In 2005, we administered approximately 540 million prescriptions; had net revenues in excess of $37 billion and net income of $602 million; and reported earnings before interest income/expense, taxes, depreciation and amortization, or EBITDA, of $1,350 million. See Note 9 under Item 6, “Selected Financial Data” for a further description of EBITDA and a table that reconciles net income to EBITDA. Our net income is driven by our ability to generate favorable discounts on generic prescription drugs dispensed in our mail order pharmacies, earn rebates and discounts on brand-name drugs; negotiate competitive client pricing including rebate sharing terms, administrative fees and price discounts; provide competitively-priced specialty pharmacy products and services; and provide services in a cost-efficient manner.

Business segment information is set forth in Part II, Items 7, 7A and 8 of this Annual Report on Form 10-K.

Industry Overview

PBMs emerged in the 1980s, primarily to provide cost-effective drug distribution and claim processing for the healthcare industry. The PBM industry further developed with the significant growth of healthcare costs in the 1990s, as sponsors of benefit plans sought to more aggressively contain their costs. PBMs offered ways to influence both supply and demand. On the supply side, PBMs could leverage their buying power to secure purchase discounts and rebates from manufacturers and discounts from distributors, as well as generating discounts from retail pharmacies. On the demand side, PBMs could educate physicians on prescribing more cost-effective alternatives and apply various clinical techniques to encourage client membership to implement improved utilization habits, such as the use of less-expensive generic drugs and mail order.

Areas of growth for the PBM industry include increased participation in available programs and services by existing clients, with a particular focus on mail order, as well as increased focus on the dispensing of specialty drugs and participation in the Medicare Part D benefit. We believe there is an opportunity to substantially increase the use of mail order pharmacies by patients who use maintenance medications to treat chronic medical conditions.

Prescription drugs continue to be a rapidly growing component of healthcare costs in the United States. We believe the key contributors to drug trend include drug price inflation, significant advances in pharmaceutical and biotechnology research and development, the introduction of product line extensions and increased patient awareness.

Increased generic substitution is a key element of programs to reduce drug trend.
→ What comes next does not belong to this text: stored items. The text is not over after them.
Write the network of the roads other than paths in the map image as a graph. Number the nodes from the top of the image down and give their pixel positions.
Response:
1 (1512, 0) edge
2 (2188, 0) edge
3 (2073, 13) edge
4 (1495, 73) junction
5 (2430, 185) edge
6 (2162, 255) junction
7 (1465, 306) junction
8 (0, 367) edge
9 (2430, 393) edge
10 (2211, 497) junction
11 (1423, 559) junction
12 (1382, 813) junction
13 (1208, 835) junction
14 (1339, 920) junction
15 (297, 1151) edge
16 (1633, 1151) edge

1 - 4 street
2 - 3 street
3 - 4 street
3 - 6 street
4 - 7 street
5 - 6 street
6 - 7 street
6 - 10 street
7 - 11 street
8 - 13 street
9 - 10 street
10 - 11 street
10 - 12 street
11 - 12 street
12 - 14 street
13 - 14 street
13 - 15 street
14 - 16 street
Over the next five years, we estimate that patents will expire on medications representing more than $46 billion in brand-name sales. Generic substitution for drugs on which patents have expired is a significant factor in moderating drug trend. Our ability to yield significant generic substitution within a short period of time has led to an acceleration of generic drug substitution following the end of a brand-name drug’s patent protection.

Business Strategy

Upon becoming an independent company in August 2003, Medco’s leadership team outlined a strategy for growth. The first steps in the execution of this strategy included a focus on further improving Medco’s core processes and drug trend management capabilities, the implementation of a client-centric organization dedicated to meeting the needs of our diverse client base, as well as maintaining a well-governed public enterprise. We enhanced Medco’s systems development processes through improved change management and implementation programs and reliability protocols, and continued enhancement to our integrated single-platform systems architecture. We also continued to strive to become a leader in transparency with our clients and the investing public by disclosing information on rebates earned and shared with clients. Medco also recognized the importance of the specialty pharmacy industry, having created the nation’s largest specialty pharmacy based on revenues with its acquisition of Accredo in August of 2005, and invested significant resources in preparation for the 2006 Medicare Part D benefit.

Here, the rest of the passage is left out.